Accordingly, the present invention overcomes many of the problems and disadvantages associated with the formation of umbrella canopies, as well as a variety of other products, such as but not limited to pillows, etc., which are intended to display any of a wide variety of a decorative patterns by alleviating the necessity to subjectively match sectional components of the product being formed in order to facilitate decorative pattern having continuously aligned details.

These and other objects, features and advantages of the present invention will become more clear when the drawings as well as the detailed description are taken into consideration.

BRIEF DESCRIPTION OF THE DRAWINGS

For a fuller understanding of the nature of the present invention, reference should be had to the following detailed description taken in connection with the accompanying drawings in which:

FIG. 1 is a top view of an umbrella canopy demonstrating a decorative pattern with a predetermined, substantially continuous alignment extending along an outer surface thereof.

FIG. 2 is a top view in schematic form and partial cutaway of an umbrella canopy having a predetermined configuration and being formed from a plurality of joined canopy sections.

FIG. 3 is a top view in schematic form of an elongated sheet of canopy material wherein the various canopy sections are defined thereon.

FIG. 4 is a top view in schematic form of a canopy material sheet having a decorative pattern displayed thereon, wherein the decorative pattern is at least partially defined by a plurality of substantially common pattern segments successively arranged along a continuous length of the canopy material sheet.

FIG. 5 is a perspective view in partial cutaway representing a plurality of canopy sections separated from one another and from the canopy material sheet of the embodiment of FIGS. 1 and 4.

FIG. 6 is a top view in schematic form of yet another preferred embodiment of an umbrella canopy comprising a plurality of canopy sections each of which have a different configuration from the embodiment of FIG. 2.

Like reference numerals refer to like parts throughout the several view of the drawings.

DETAILED DESCRIPTION OF THE INVENTION IN THE PREFERRED EMBODIMENT(S)

As shown in the accompanying drawings, the present invention is directed to a method of forming a canopy generally indicated as 10 for an umbrella such as, but not limited to, relatively large outdoor and/or recreational umbrellas.

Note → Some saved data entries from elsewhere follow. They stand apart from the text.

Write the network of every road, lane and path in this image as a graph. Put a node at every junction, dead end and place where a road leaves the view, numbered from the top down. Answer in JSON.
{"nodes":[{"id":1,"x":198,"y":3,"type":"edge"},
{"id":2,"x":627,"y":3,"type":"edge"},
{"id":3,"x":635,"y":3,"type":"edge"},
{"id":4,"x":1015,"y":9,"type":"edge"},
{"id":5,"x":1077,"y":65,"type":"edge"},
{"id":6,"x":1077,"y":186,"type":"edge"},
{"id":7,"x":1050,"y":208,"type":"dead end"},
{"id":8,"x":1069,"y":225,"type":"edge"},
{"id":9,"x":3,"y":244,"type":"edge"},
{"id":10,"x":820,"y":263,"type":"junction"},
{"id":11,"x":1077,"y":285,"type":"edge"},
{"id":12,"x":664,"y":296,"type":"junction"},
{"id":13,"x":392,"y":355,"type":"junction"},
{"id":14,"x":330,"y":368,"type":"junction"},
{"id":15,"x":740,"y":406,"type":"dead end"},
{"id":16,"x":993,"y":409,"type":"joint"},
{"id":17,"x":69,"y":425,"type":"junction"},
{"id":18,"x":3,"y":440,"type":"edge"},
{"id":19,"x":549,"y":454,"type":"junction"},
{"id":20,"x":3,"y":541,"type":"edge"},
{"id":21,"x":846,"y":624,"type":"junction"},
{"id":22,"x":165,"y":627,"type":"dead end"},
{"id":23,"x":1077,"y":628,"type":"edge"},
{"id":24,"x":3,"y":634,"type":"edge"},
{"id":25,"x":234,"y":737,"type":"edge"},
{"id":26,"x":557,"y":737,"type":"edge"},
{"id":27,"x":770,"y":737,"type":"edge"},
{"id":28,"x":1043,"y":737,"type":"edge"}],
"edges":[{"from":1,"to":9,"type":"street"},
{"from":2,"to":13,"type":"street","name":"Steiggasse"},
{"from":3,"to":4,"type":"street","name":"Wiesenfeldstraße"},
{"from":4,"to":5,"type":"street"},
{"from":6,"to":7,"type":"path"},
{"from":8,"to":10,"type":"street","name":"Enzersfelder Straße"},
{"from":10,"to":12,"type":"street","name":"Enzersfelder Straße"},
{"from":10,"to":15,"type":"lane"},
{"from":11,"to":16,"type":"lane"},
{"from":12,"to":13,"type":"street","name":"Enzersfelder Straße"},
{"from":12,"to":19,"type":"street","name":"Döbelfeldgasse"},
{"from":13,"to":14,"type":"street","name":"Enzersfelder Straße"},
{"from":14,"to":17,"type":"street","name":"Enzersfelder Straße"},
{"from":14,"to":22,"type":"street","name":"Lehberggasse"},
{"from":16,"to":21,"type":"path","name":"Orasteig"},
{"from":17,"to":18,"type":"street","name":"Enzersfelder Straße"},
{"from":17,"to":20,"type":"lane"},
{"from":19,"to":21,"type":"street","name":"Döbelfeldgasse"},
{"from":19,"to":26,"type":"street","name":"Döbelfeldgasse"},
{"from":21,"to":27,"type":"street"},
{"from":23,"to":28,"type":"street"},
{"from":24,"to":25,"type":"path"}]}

As such, the canopy 10 is typically formed by interconnecting a plurality of canopy sections designated by reference numerals 1 through 6 in FIGS. 2 and 3.

With primary references to FIG. 1, it would be highly desirable to display a decorative yet intricate pattern on at least the outer, exposed surface of an umbrella canopy 10 in order to enhance the overall appearance thereof, as well as add to the surrounding environment in which the umbrella is located. However, in presenting the decorative display on the exterior surface of the canopy 10 it would also be highly desirable to orient the decorative pattern in a manner which presents continuously aligned pattern segments as the pattern "flows" from one canopy section to the next. As set forth previously herein, known or conventional means of accomplishing such continuous alignment of the pattern details has involved extensive cutting and/or matching of various canopy pieces, which in turn has involved the subjective positioning and orienting of such pieces as they are assembled into a final umbrella canopy product. Therefore, the method of the present invention involves the forming or production of an umbrella canopy having a decorative pattern with a predetermined, substantially continuous alignment of successively disposed pattern segments appearing on each of the adjacent canopy sections such as shown by reference numerals 1-6. It is further emphasized that the method of the present invention can be utilized to facilitate continuous alignment of the decorative pattern of the canopy 10 regardless of the simplicity or intricacy of the decorative details which define the displayed pattern.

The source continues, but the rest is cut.